Fig 1.
(A) Scatter plot between mean and noise (squared coefficient of variation, CV2) in single-cell protein numbers of the data reported in [24]). Blue balls are the 49 genes with unimodal dynamics. The remaining seven genes were found to have ‘bimodal dynamics’ and are highlighted and colored in accordance with the colors of the single-cell distributions in (C). The black line is the best fitting equation. (B) Classification of genes as having bimodal expression using manual classification, Bayesian information criterion (BIC), and peak detection, respectively. Shown is a Venn Diagram depicting which genes were classified as bimodal and by which criteria. (C) Best fits of the empirical single-cell distributions of protein levels of each of the seven genes under standard growth conditions that were classified as bimodal by at least one criterion.

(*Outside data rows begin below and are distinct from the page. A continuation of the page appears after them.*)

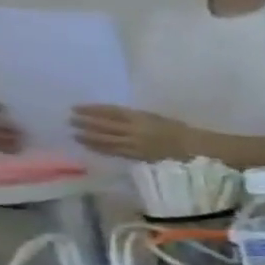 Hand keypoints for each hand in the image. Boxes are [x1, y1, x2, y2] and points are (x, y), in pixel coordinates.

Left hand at [69, 105, 196, 161]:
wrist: (194, 148)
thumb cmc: (178, 130)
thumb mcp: (156, 118)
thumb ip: (136, 117)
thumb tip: (113, 117)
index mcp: (140, 118)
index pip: (110, 112)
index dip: (92, 110)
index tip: (76, 108)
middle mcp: (134, 130)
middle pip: (104, 126)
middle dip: (85, 123)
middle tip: (70, 120)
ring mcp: (134, 144)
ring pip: (106, 140)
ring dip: (88, 137)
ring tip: (75, 135)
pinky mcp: (137, 155)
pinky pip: (114, 151)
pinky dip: (100, 148)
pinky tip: (90, 146) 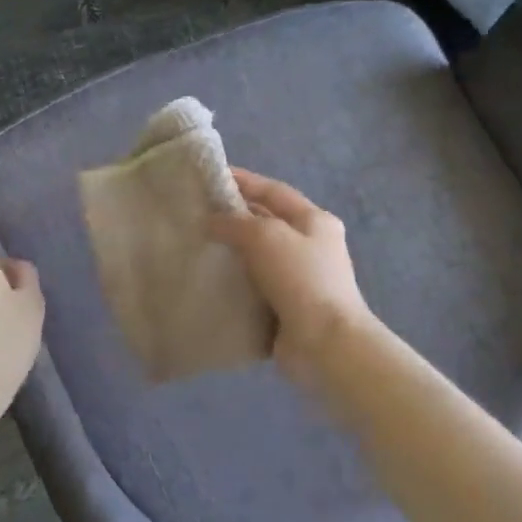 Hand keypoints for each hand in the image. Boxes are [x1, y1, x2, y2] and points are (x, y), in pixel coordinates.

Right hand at [210, 168, 374, 385]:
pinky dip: (235, 282)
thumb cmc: (301, 279)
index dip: (243, 181)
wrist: (325, 343)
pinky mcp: (287, 308)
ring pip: (259, 257)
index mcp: (314, 221)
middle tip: (196, 214)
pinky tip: (209, 281)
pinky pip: (256, 287)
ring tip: (196, 246)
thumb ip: (236, 223)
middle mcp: (310, 246)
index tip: (210, 177)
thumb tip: (212, 221)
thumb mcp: (266, 237)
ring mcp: (300, 279)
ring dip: (231, 252)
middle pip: (267, 223)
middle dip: (234, 216)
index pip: (274, 191) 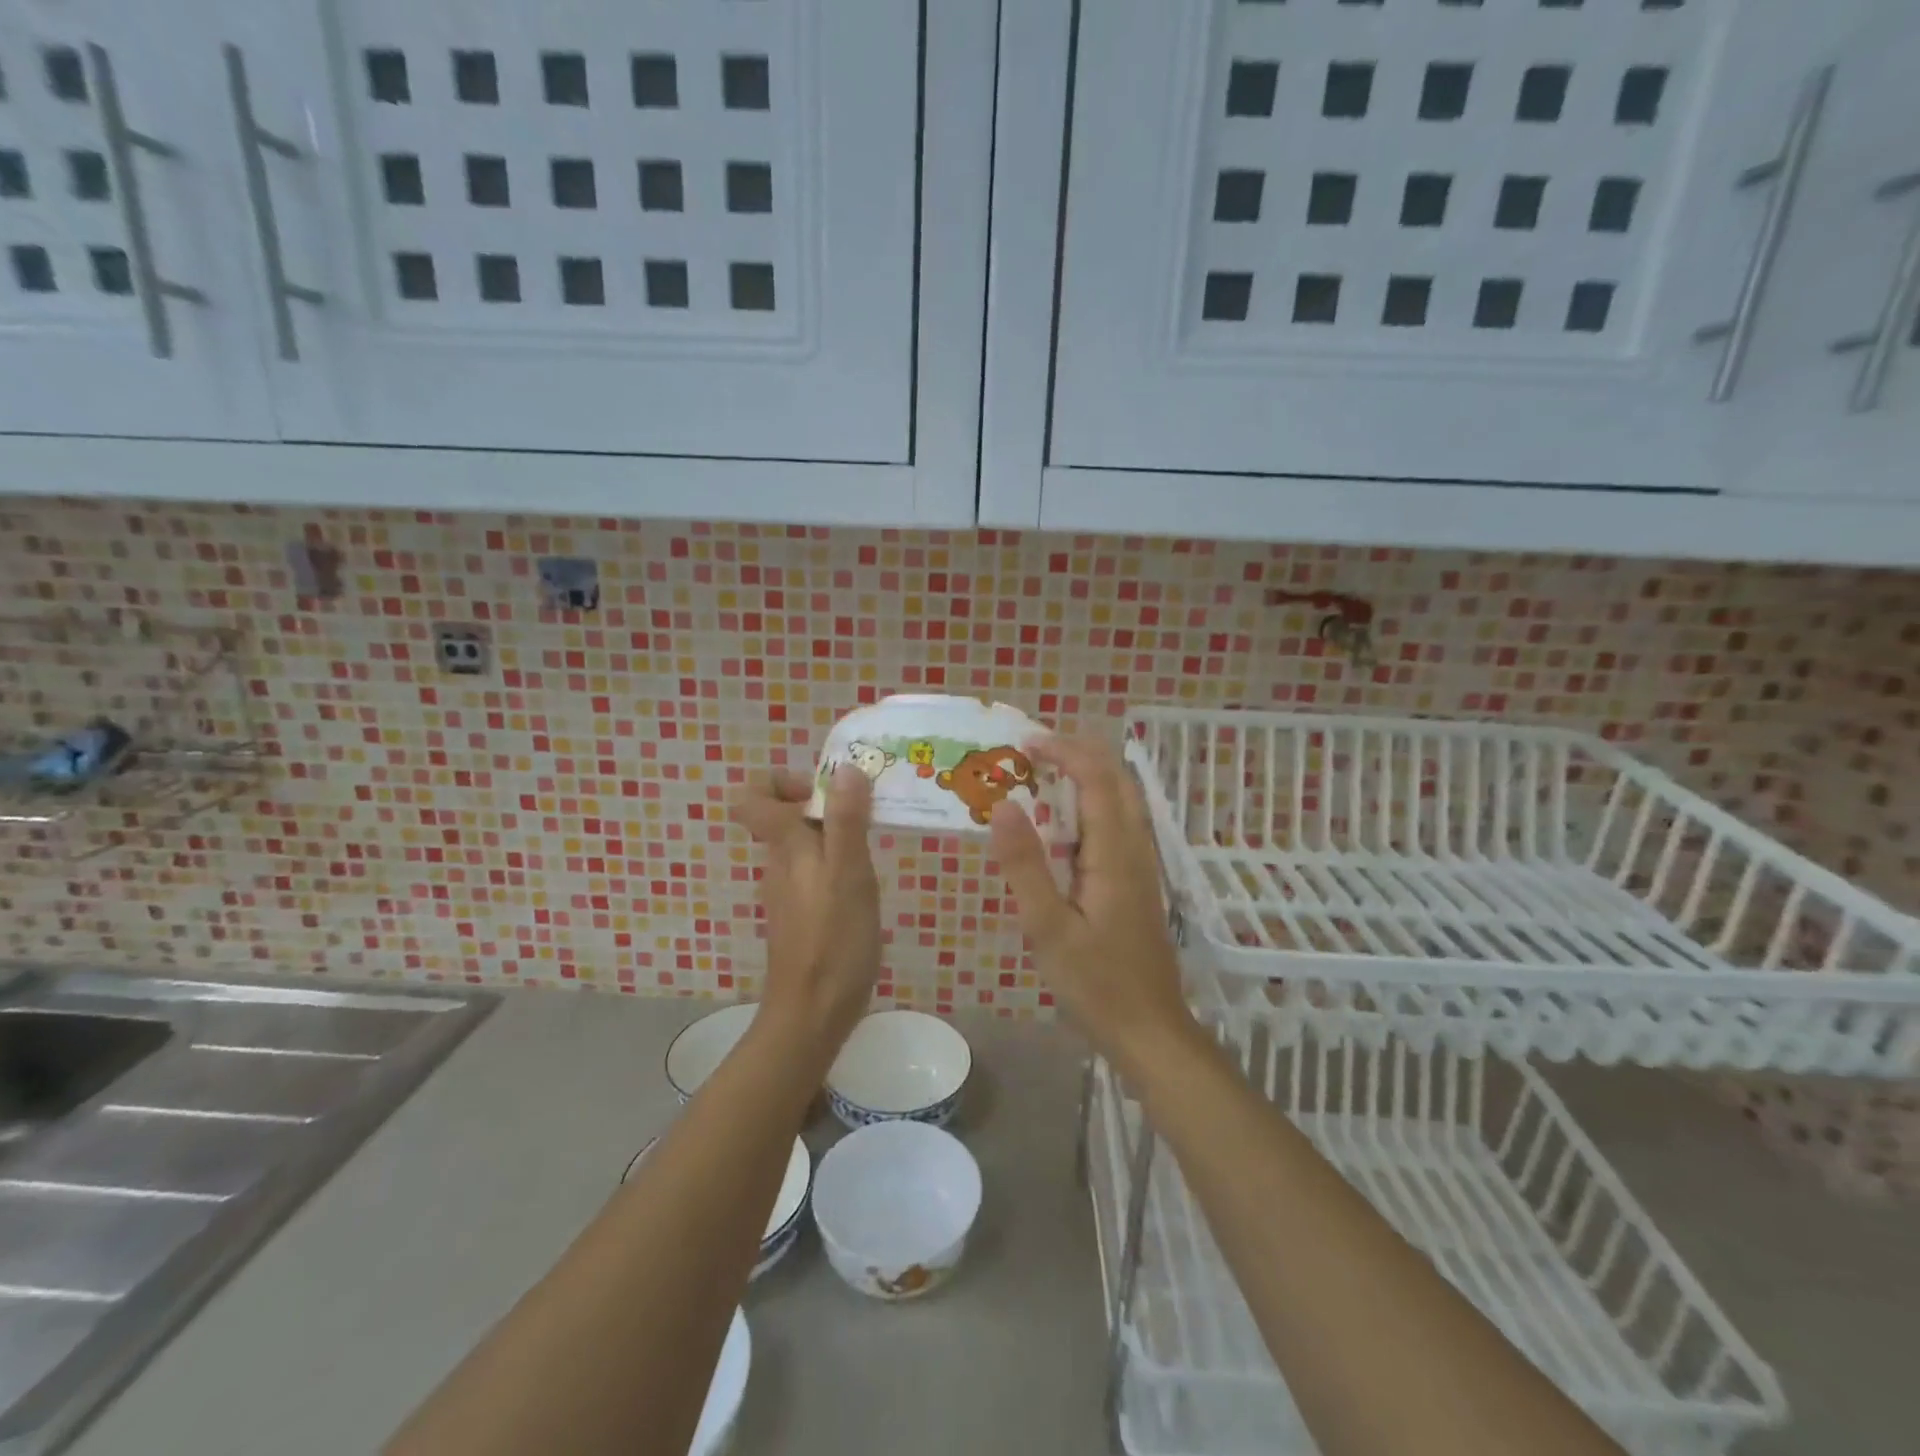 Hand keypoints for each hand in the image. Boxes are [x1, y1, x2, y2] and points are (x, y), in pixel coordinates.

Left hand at [731, 765, 881, 1052]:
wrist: (812, 1016)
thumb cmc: (833, 942)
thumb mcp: (849, 874)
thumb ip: (846, 821)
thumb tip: (845, 769)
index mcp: (785, 846)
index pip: (752, 796)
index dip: (782, 781)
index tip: (825, 791)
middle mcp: (779, 863)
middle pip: (787, 817)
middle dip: (827, 806)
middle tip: (869, 818)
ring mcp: (788, 892)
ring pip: (805, 845)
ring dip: (838, 838)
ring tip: (875, 852)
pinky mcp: (802, 916)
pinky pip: (815, 873)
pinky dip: (839, 867)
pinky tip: (866, 890)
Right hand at [989, 736, 1194, 1072]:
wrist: (1150, 1031)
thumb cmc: (1096, 984)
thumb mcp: (1048, 928)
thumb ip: (1025, 866)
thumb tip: (1002, 806)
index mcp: (1114, 854)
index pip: (1097, 779)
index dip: (1064, 751)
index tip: (1025, 743)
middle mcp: (1134, 849)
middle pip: (1117, 781)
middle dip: (1078, 754)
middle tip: (1032, 752)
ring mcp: (1141, 866)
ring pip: (1121, 802)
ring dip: (1086, 777)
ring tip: (1041, 777)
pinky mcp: (1137, 883)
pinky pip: (1116, 826)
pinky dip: (1090, 806)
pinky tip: (1061, 828)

Each distribution results from merging three biological repeats (Fig D in S1 Text). Also shown is the distribution of the wild type (WT) strain (grey), which does not code for any YFP. The color scheme facilitates data visualization.
Fig 2.
Robustness of gene expression bimodality to perturbations targeting gene expression.

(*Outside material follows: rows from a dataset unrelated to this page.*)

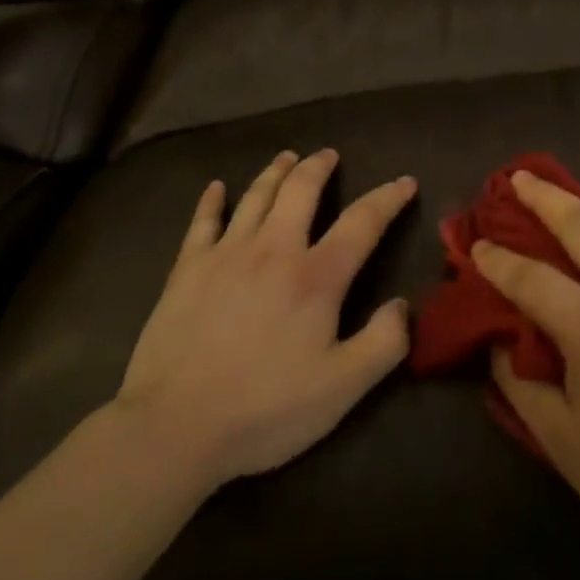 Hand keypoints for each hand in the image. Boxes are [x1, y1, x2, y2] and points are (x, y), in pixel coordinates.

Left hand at [110, 149, 414, 488]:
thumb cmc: (264, 409)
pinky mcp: (187, 268)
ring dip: (276, 171)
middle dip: (319, 167)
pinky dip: (211, 200)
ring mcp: (227, 253)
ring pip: (256, 196)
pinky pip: (202, 222)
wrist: (174, 426)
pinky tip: (215, 188)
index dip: (388, 198)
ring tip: (287, 157)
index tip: (405, 182)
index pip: (362, 222)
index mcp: (316, 276)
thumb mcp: (342, 388)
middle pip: (301, 190)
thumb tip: (402, 305)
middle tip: (329, 154)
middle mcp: (275, 249)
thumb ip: (383, 343) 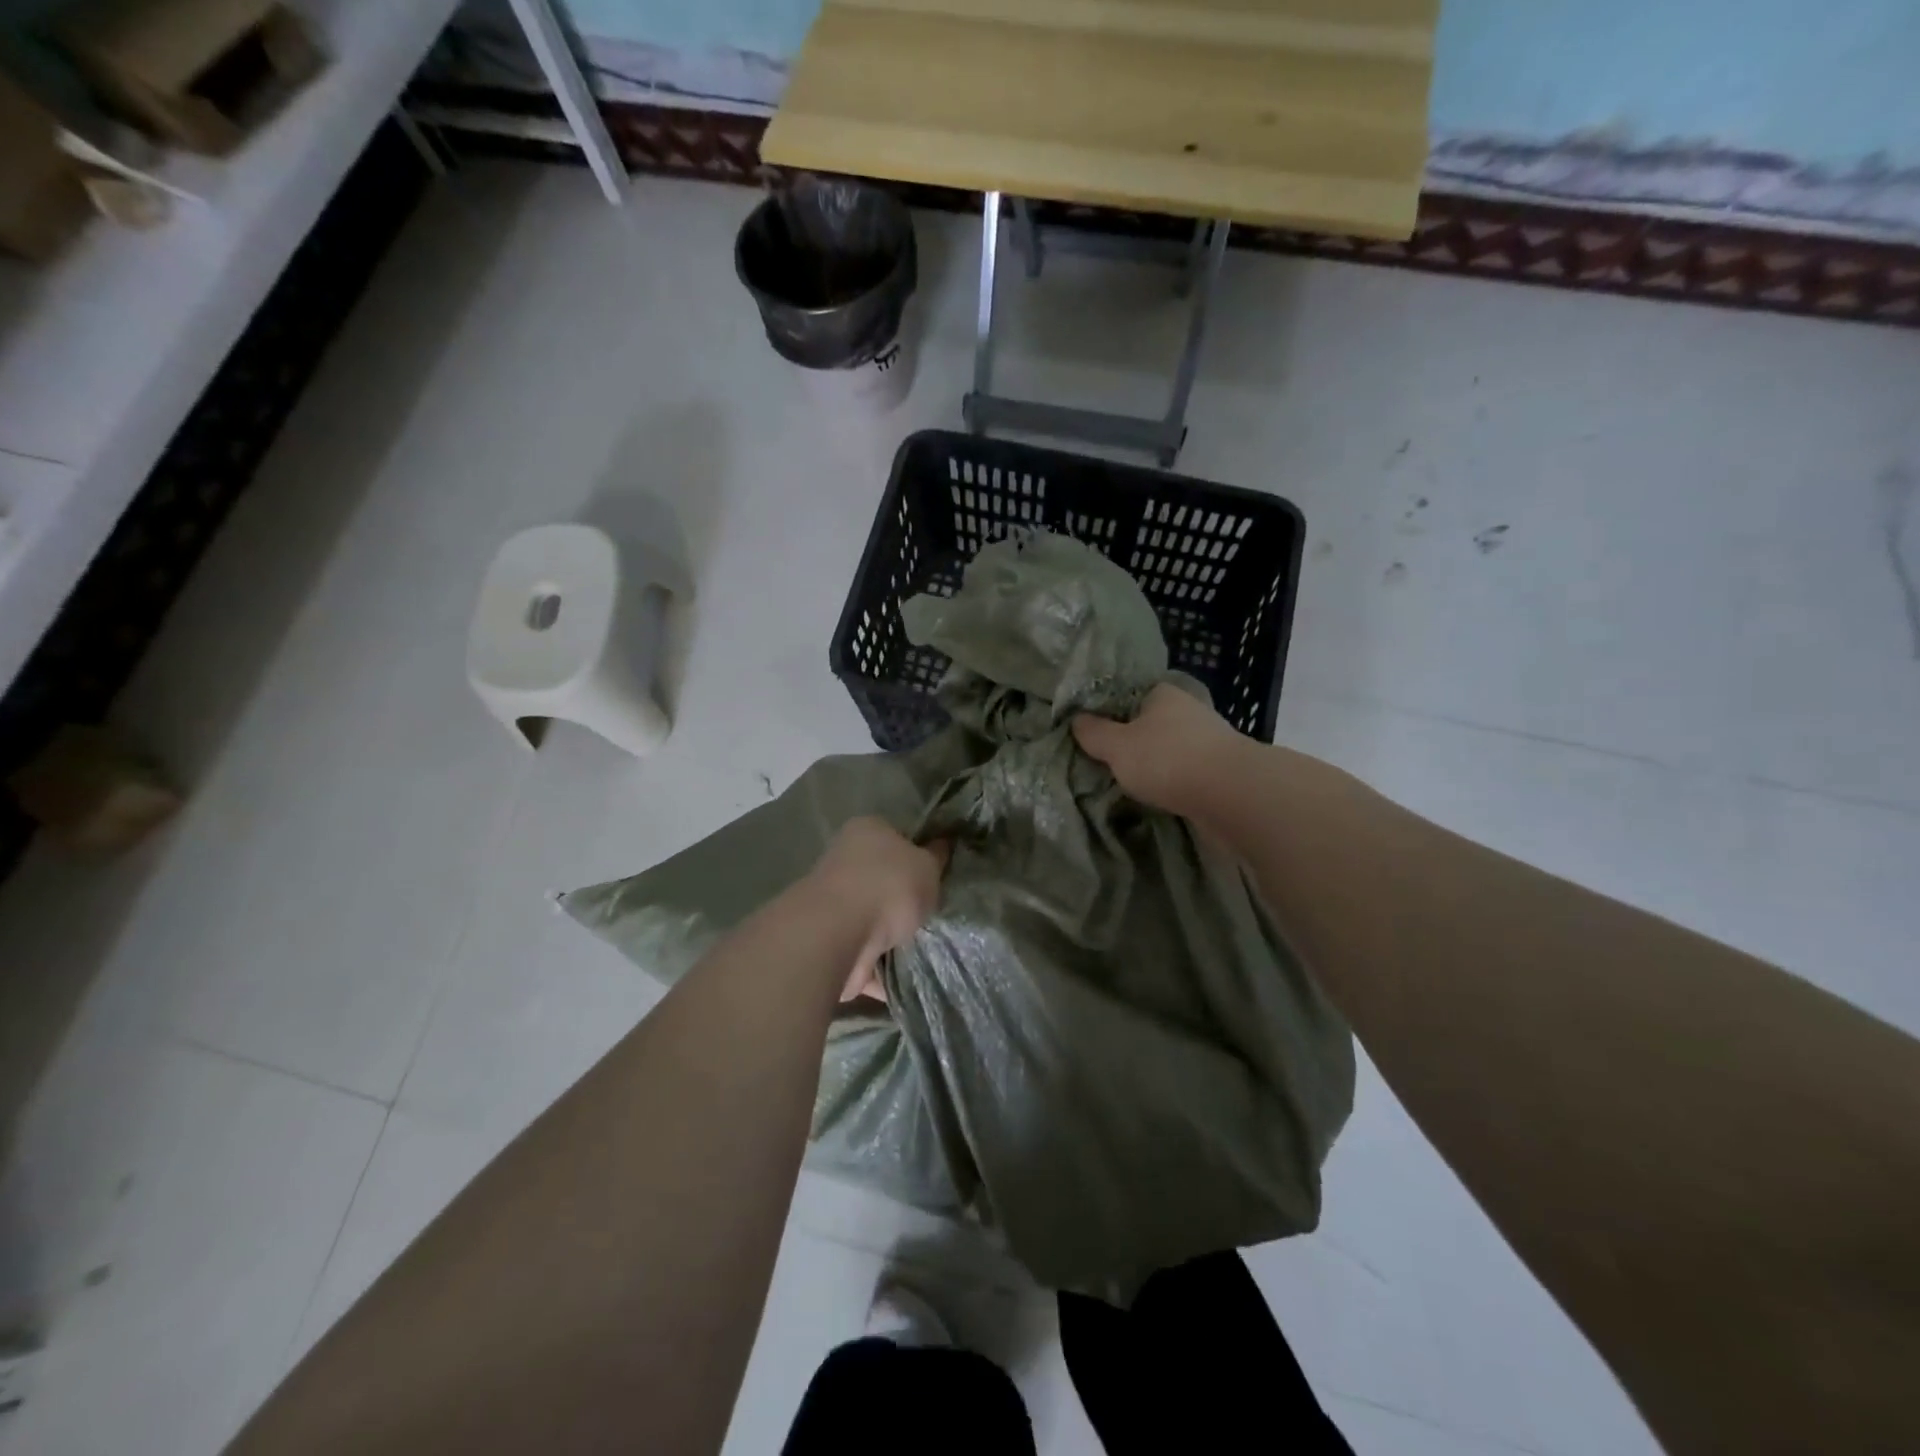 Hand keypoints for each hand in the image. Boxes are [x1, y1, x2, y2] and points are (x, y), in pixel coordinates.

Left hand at [806, 817, 949, 1002]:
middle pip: (883, 880)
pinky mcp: (829, 942)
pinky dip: (881, 968)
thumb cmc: (889, 886)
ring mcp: (834, 904)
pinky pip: (864, 955)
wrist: (839, 934)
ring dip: (893, 936)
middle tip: (934, 913)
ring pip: (873, 920)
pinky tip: (906, 977)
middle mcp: (844, 861)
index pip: (897, 836)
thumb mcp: (927, 865)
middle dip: (906, 901)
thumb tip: (941, 846)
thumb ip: (936, 857)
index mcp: (866, 831)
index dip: (919, 854)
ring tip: (926, 948)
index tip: (938, 876)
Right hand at [1072, 682, 1243, 813]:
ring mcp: (1207, 739)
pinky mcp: (1220, 769)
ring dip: (1153, 764)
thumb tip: (1076, 719)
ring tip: (1127, 783)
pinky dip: (1170, 781)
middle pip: (1148, 723)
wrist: (1233, 795)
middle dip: (1131, 741)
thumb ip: (1094, 733)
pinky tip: (1156, 795)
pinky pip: (1184, 772)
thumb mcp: (1117, 746)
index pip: (1127, 695)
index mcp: (1162, 693)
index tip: (1090, 735)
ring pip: (1168, 749)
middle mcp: (1187, 710)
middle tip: (1104, 763)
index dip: (1107, 713)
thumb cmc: (1168, 760)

Best fits of the single-cell distributions of protein expression of genes classified as bimodal in standard growth conditions (green), when subjected to stationary growth (orange), novobiocin (yellow), cold shock (blue), rifampicin (pink) and streptomycin (brown), respectively. The control (WT, absence of genes expressing YFP) is shown for comparison. Each distribution results from merging the data from three biological repeats.
Fig 3.
Single-gene expression levels across generations and growth phases.

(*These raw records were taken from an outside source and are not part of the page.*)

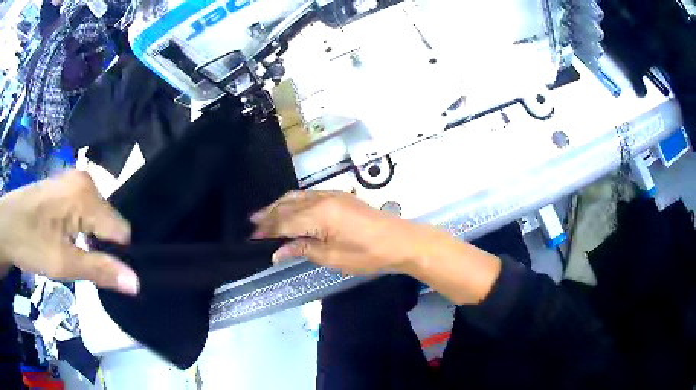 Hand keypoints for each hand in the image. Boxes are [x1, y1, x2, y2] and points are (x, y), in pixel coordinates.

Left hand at [0, 170, 138, 294]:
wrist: (7, 225)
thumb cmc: (29, 243)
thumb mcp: (63, 264)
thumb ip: (100, 271)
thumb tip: (137, 283)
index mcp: (86, 194)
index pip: (122, 231)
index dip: (116, 257)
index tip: (100, 272)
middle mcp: (85, 180)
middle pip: (110, 223)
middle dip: (101, 246)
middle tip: (80, 262)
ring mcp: (74, 180)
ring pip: (98, 218)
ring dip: (90, 239)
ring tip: (72, 252)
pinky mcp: (66, 186)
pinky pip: (86, 211)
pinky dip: (82, 230)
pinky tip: (67, 238)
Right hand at [251, 191, 501, 304]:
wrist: (400, 241)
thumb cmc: (367, 255)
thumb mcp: (332, 257)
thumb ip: (302, 249)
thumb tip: (277, 252)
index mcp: (319, 215)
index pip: (284, 221)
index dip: (267, 230)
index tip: (252, 238)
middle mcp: (321, 199)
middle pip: (287, 205)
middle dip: (268, 215)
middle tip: (251, 224)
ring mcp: (331, 194)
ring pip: (296, 197)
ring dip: (278, 206)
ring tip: (262, 215)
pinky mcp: (339, 196)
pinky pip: (308, 195)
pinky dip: (293, 202)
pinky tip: (288, 208)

Shown are best fits to the single-cell distributions of expression levels of (A) elaB, (B) lldD, (C) manX, (D) metK, (E) paaX, (F) pgi, and (G) pyrH. For these measurements, overnight cells are first placed in fresh media, which over time becomes poor, forcing cells to enter stationary growth phase. At that moment, the same cells were inoculated into fresh media, causing them to re-enter the exponential growth phase. The same steps are repeated a second time. Consequently, the same cells go through exponential growth phase three times and stationary growth phase three times as well (Section 1.2 in S1 Text). Measurements are conducted four times, during each generation (early exponential, exponential, early stationary, and stationary phases) resulting in 12 time points.
Fig 4.
(A) Scatter plot between the levels of YFP expressed by the genes classified as bimodal and GFP expressed by the promoters of those genes on low-copy plasmids. Also shown are the best linear fits along with the corresponding 95% confidence bounds, coefficients of determination (R2) and the p-values of t-tests (Section 1.5 in S1 Text). These lines serve for mapping fluorescence intensities of GFP to fluorescence intensities of YFPs. (B) Best fits to the calibrated single-cell distributions of GFP levels expressed from low-copy plasmids [63], under standard growth conditions. Each distribution results from merging the data from three biological repeats. The color scheme facilitates data visualization and the correspondences to the figures in (A), used for the calibration.
Fig 5.
Detailed model of gene expression that includes transcription locking due to PSB (green region), σ factor regulation (pink region), and translation (orange region).
Also included are effects of rifampicin, which hampers RNAP-promoter escape (red region), and streptomycin, causing the formation of non-functional proteins (yellow region). It is assumed that cold shock mainly affects transcription, similarly to novobiocin [10].
Fig 6.
(A) Reduced stochastic model of bimodal gene expression. The model includes the transition between two states differing in transcription initiation rates, which generates bimodal single-cell proteins numbers. Also included is the reaction for RNA production in each state. Finally, there are reactions for RNA translation of RNAs as well as for RNA and protein degradation, which are not transcription state dependent. Perturbations are simplified by assuming that they change rate-constant values, rather than being modeled by independent reactions. All reactions, elements, and rate constants are described in detail in Section 1.7 in S1 Text. (B) Distribution of single-cell protein numbers resulting from simulations of the reduced stochastic model using the reference parameter values in Table B in S1 Text.
Fig 7.
Single cell distributions of protein numbers estimated from simulations of the reduced model when tuning, respectively:
(A) kL, (B) kH, (C) both kL and kH while keeping kH/kLconstant (D) kbindL, (E) kbindH, (F) kescL, (G) kescH, (H) ktr, (I) kdRNA, (J) kdP, and (K) different number of σ38 and different rates of ktr, kdRNA, kdP to mimic the gradual transition from exponential to stationary growth phases (0% and 100%, respectively).